[Opening Data supplied section]
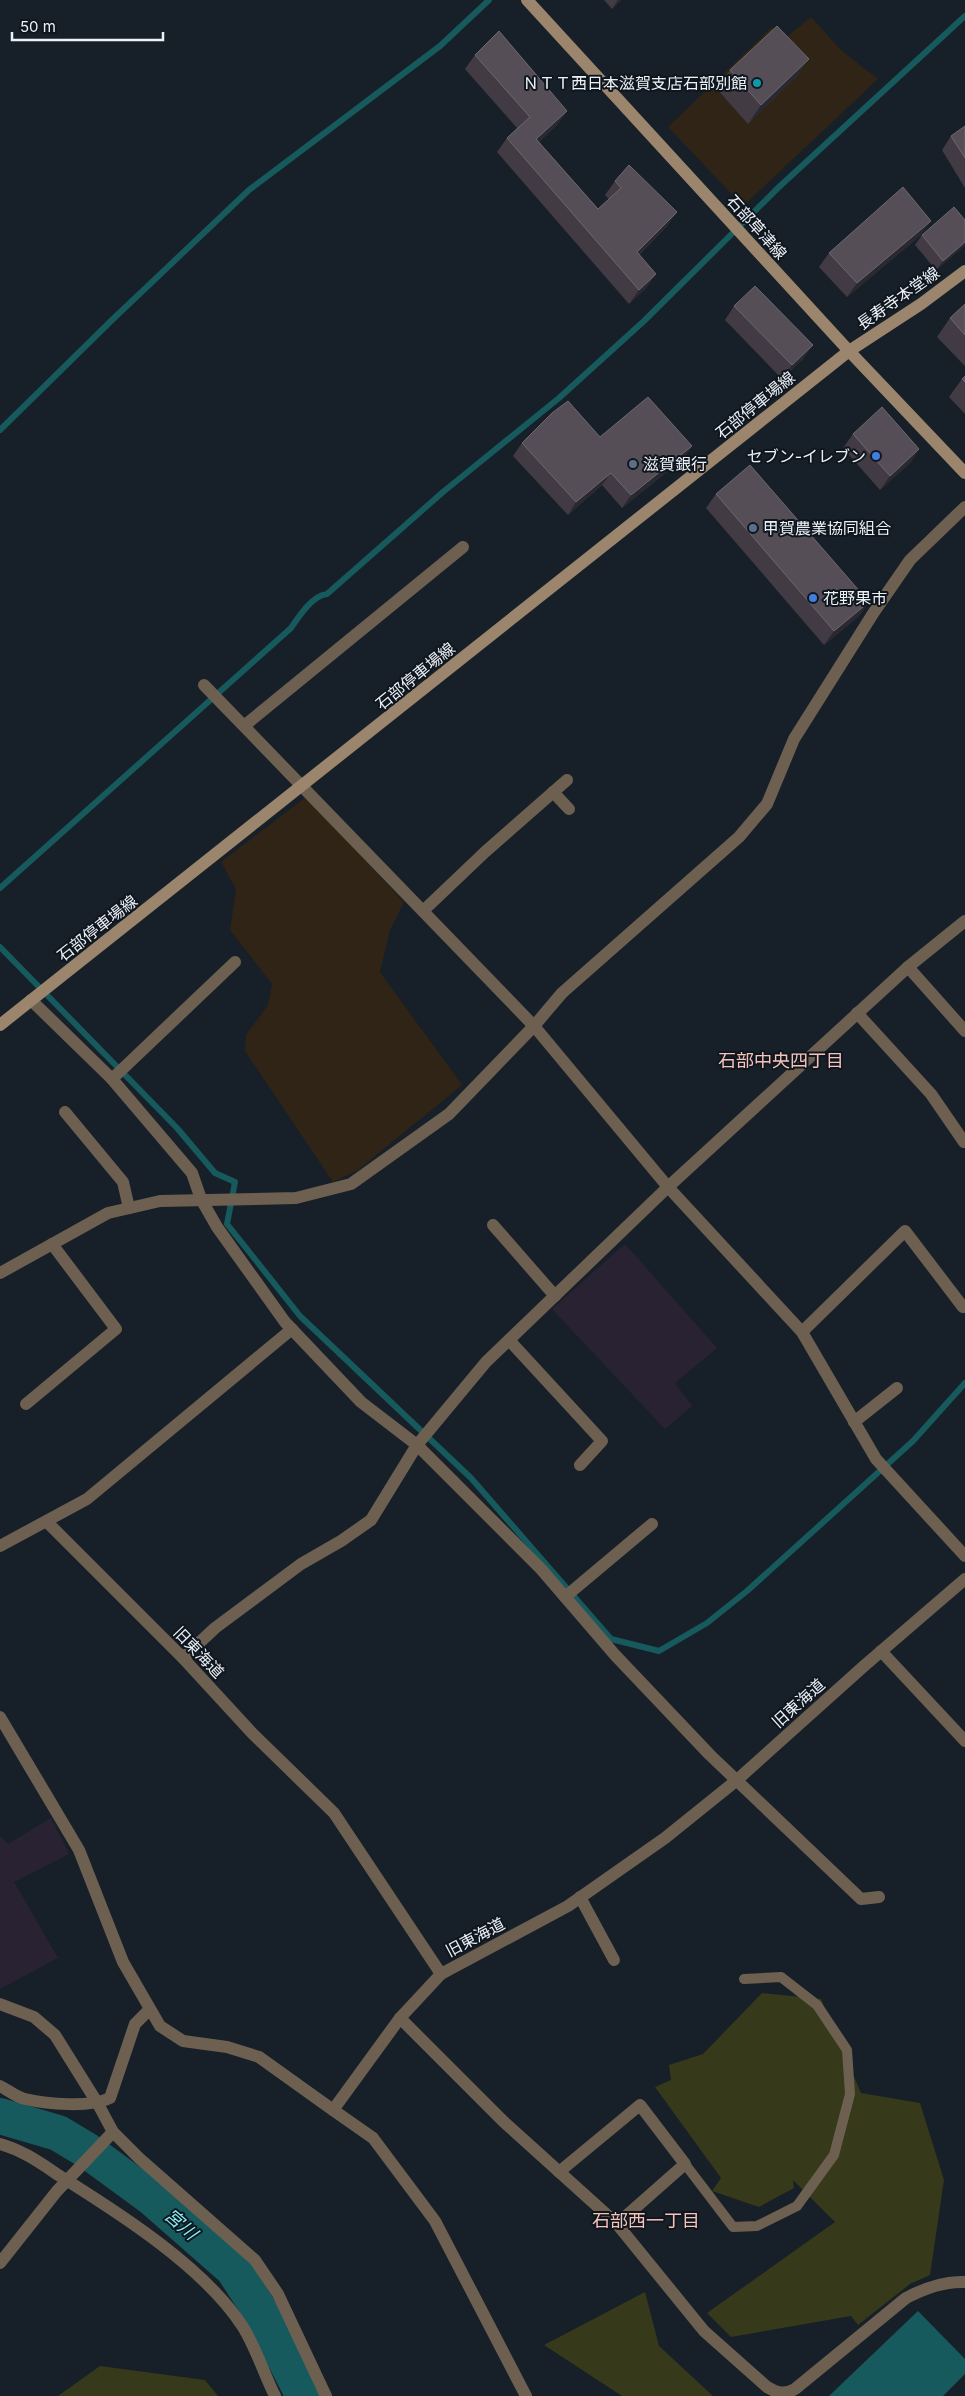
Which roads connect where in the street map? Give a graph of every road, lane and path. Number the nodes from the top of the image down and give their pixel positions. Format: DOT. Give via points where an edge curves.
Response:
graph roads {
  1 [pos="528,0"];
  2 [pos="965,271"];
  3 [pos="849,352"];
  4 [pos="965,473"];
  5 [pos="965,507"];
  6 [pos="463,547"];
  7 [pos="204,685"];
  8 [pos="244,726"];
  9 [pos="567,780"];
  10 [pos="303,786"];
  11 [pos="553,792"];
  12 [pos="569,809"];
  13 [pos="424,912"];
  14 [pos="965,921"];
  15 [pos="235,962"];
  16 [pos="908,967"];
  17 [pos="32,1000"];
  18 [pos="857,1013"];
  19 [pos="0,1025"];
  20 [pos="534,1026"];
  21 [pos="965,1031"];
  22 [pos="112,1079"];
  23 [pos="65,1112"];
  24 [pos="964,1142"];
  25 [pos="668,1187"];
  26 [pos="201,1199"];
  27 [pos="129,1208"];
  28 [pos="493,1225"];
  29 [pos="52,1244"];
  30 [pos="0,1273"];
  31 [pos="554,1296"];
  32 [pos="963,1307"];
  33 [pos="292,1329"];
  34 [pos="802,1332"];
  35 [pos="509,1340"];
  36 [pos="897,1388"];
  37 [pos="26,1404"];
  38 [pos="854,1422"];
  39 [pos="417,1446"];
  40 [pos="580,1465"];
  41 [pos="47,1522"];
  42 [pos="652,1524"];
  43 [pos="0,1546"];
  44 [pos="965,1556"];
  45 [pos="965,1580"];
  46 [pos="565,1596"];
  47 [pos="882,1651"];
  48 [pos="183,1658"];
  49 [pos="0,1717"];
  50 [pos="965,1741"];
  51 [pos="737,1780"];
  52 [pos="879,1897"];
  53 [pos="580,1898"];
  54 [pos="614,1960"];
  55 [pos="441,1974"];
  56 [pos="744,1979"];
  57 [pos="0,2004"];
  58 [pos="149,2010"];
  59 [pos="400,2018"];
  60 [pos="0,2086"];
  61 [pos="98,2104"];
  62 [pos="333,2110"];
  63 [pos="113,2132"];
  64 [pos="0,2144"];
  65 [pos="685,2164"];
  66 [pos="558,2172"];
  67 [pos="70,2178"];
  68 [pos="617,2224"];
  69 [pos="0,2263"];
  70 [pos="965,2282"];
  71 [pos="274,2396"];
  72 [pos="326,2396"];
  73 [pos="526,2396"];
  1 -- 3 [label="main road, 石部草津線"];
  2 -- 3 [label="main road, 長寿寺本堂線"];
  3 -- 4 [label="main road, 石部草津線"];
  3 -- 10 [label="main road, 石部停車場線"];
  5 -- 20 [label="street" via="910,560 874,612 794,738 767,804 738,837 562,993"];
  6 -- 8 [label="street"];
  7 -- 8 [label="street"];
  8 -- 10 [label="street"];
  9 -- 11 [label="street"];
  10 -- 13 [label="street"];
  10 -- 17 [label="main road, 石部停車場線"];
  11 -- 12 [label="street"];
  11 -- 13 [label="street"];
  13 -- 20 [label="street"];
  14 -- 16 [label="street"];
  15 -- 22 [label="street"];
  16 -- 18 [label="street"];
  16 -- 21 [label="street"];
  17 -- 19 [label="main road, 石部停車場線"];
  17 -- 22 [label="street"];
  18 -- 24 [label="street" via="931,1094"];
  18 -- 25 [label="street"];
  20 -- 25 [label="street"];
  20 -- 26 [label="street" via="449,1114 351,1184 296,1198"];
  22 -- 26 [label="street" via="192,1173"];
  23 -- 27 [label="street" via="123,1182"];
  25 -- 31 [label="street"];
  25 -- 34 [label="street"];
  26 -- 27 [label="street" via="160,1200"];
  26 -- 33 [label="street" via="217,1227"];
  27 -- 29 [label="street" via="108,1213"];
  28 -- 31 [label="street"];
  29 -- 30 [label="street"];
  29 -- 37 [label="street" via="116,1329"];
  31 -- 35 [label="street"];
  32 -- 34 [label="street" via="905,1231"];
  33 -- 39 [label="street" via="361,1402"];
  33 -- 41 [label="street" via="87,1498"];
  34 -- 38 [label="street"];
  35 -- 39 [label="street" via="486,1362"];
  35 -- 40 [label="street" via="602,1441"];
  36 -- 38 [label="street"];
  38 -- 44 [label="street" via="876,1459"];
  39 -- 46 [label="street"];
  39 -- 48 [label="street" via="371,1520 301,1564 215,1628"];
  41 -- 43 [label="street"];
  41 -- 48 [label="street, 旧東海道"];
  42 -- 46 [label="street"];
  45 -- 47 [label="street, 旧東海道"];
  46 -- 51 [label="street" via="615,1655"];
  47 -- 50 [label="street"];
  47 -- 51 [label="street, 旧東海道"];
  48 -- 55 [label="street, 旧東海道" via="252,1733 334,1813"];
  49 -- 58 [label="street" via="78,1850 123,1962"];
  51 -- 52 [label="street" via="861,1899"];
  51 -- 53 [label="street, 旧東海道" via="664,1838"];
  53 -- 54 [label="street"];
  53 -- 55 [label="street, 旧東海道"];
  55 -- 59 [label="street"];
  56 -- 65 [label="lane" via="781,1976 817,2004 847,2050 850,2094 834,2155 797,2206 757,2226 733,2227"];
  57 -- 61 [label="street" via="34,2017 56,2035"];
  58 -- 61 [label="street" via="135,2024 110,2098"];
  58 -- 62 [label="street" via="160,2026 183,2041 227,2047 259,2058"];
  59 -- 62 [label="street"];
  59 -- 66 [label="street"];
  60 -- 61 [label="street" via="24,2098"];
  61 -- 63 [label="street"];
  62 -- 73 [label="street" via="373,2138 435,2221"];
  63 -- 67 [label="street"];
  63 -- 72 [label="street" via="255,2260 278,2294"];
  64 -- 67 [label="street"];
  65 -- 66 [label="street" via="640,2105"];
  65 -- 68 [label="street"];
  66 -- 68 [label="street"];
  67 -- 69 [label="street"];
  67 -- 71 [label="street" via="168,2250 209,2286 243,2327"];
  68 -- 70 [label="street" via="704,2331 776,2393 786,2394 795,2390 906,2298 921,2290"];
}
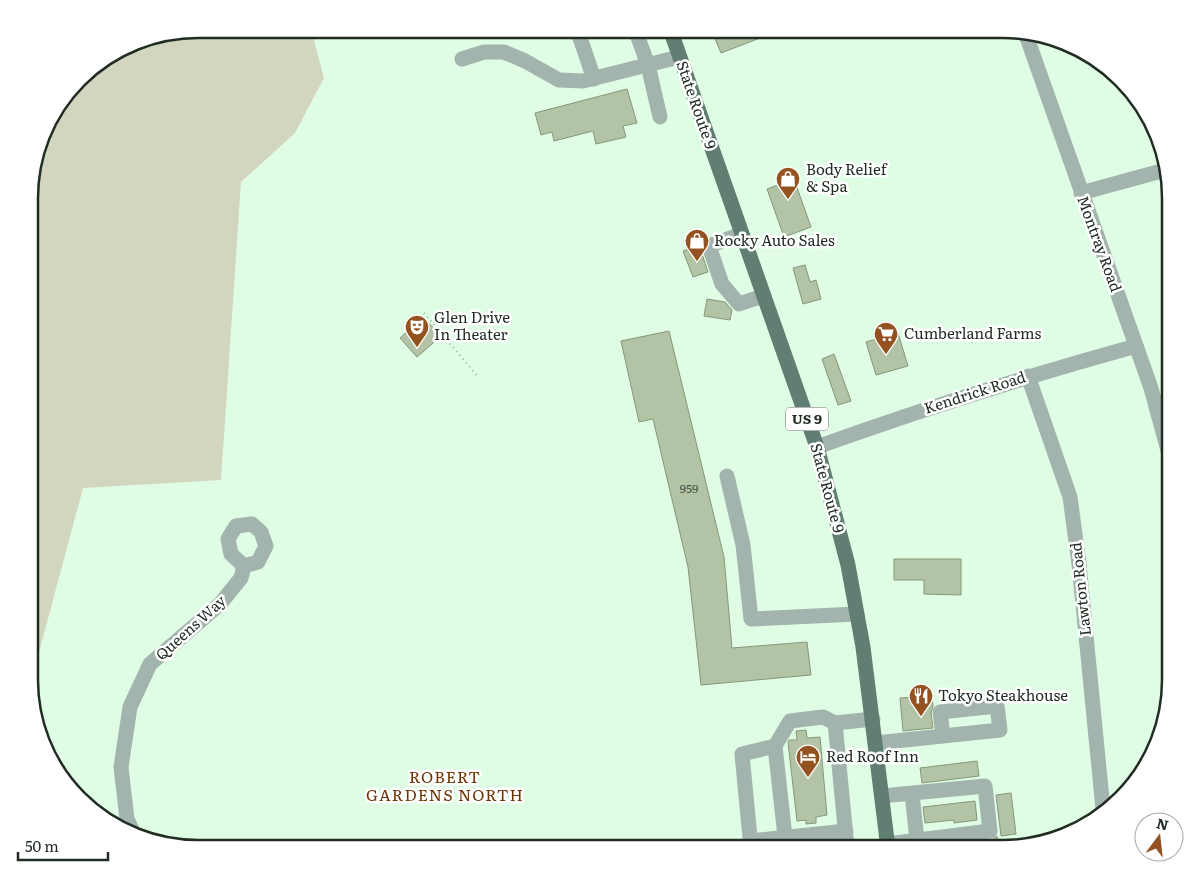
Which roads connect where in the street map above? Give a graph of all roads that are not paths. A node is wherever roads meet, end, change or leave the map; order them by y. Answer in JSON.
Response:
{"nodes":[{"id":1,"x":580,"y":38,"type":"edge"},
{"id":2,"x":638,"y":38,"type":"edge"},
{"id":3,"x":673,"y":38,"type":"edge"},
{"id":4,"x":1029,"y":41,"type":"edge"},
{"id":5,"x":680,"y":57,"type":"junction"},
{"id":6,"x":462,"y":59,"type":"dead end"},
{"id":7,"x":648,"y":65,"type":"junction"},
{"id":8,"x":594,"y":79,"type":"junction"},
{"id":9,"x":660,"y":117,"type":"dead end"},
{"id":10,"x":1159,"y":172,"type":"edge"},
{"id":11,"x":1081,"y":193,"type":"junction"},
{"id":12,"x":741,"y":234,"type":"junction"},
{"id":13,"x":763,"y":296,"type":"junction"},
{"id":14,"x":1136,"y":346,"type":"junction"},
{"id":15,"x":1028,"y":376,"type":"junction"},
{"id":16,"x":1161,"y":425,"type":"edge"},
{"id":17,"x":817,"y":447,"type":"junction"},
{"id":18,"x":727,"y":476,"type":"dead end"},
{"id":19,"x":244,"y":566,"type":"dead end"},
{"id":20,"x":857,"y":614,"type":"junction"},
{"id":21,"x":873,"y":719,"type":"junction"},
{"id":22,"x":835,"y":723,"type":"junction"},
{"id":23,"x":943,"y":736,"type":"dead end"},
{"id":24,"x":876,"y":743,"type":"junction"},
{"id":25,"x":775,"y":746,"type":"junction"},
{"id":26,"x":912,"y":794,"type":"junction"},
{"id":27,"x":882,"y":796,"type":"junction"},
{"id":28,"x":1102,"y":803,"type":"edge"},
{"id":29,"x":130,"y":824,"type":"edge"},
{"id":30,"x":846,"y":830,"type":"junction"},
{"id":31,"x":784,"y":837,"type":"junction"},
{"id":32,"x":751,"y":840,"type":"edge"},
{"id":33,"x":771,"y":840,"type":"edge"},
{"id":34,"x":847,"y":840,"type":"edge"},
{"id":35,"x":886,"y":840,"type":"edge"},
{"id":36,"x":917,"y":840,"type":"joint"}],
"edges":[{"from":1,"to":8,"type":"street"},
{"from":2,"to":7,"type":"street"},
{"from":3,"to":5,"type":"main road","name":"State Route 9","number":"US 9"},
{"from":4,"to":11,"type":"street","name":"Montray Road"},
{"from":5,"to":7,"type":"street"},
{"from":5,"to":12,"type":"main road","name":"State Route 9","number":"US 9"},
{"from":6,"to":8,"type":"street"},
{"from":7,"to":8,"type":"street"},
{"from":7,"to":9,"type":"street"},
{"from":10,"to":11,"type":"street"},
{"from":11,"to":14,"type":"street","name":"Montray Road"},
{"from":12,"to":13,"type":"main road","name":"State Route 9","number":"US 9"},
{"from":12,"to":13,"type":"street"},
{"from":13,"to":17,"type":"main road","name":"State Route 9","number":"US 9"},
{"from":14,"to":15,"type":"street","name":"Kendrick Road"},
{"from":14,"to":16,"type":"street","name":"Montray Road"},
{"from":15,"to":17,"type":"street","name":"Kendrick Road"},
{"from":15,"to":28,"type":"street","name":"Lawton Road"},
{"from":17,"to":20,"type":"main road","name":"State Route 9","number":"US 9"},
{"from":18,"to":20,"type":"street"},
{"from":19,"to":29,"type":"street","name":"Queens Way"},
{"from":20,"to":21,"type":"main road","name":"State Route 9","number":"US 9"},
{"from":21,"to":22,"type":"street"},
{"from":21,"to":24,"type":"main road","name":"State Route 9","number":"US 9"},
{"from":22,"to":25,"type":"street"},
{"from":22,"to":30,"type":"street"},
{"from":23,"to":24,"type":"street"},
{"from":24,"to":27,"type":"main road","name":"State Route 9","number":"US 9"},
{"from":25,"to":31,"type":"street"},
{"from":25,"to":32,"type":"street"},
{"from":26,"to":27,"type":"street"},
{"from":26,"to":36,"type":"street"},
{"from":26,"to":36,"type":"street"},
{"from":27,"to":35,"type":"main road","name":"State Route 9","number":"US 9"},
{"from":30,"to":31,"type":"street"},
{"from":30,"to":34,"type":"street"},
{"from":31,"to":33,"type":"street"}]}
[Closing Data supplied section]
Problem description
Scan the entries above for the string "graph" and copy each line that contains it.

Response to this task
Which roads connect where in the street map? Give a graph of every road, lane and path. Number the nodes from the top of the image down and give their pixel positions. Format: DOT. Give via points where an edge curves.
graph roads {
Which roads connect where in the street map above? Give a graph of all roads that are not paths. A node is wherever roads meet, end, change or leave the map; order them by y. Answer in JSON.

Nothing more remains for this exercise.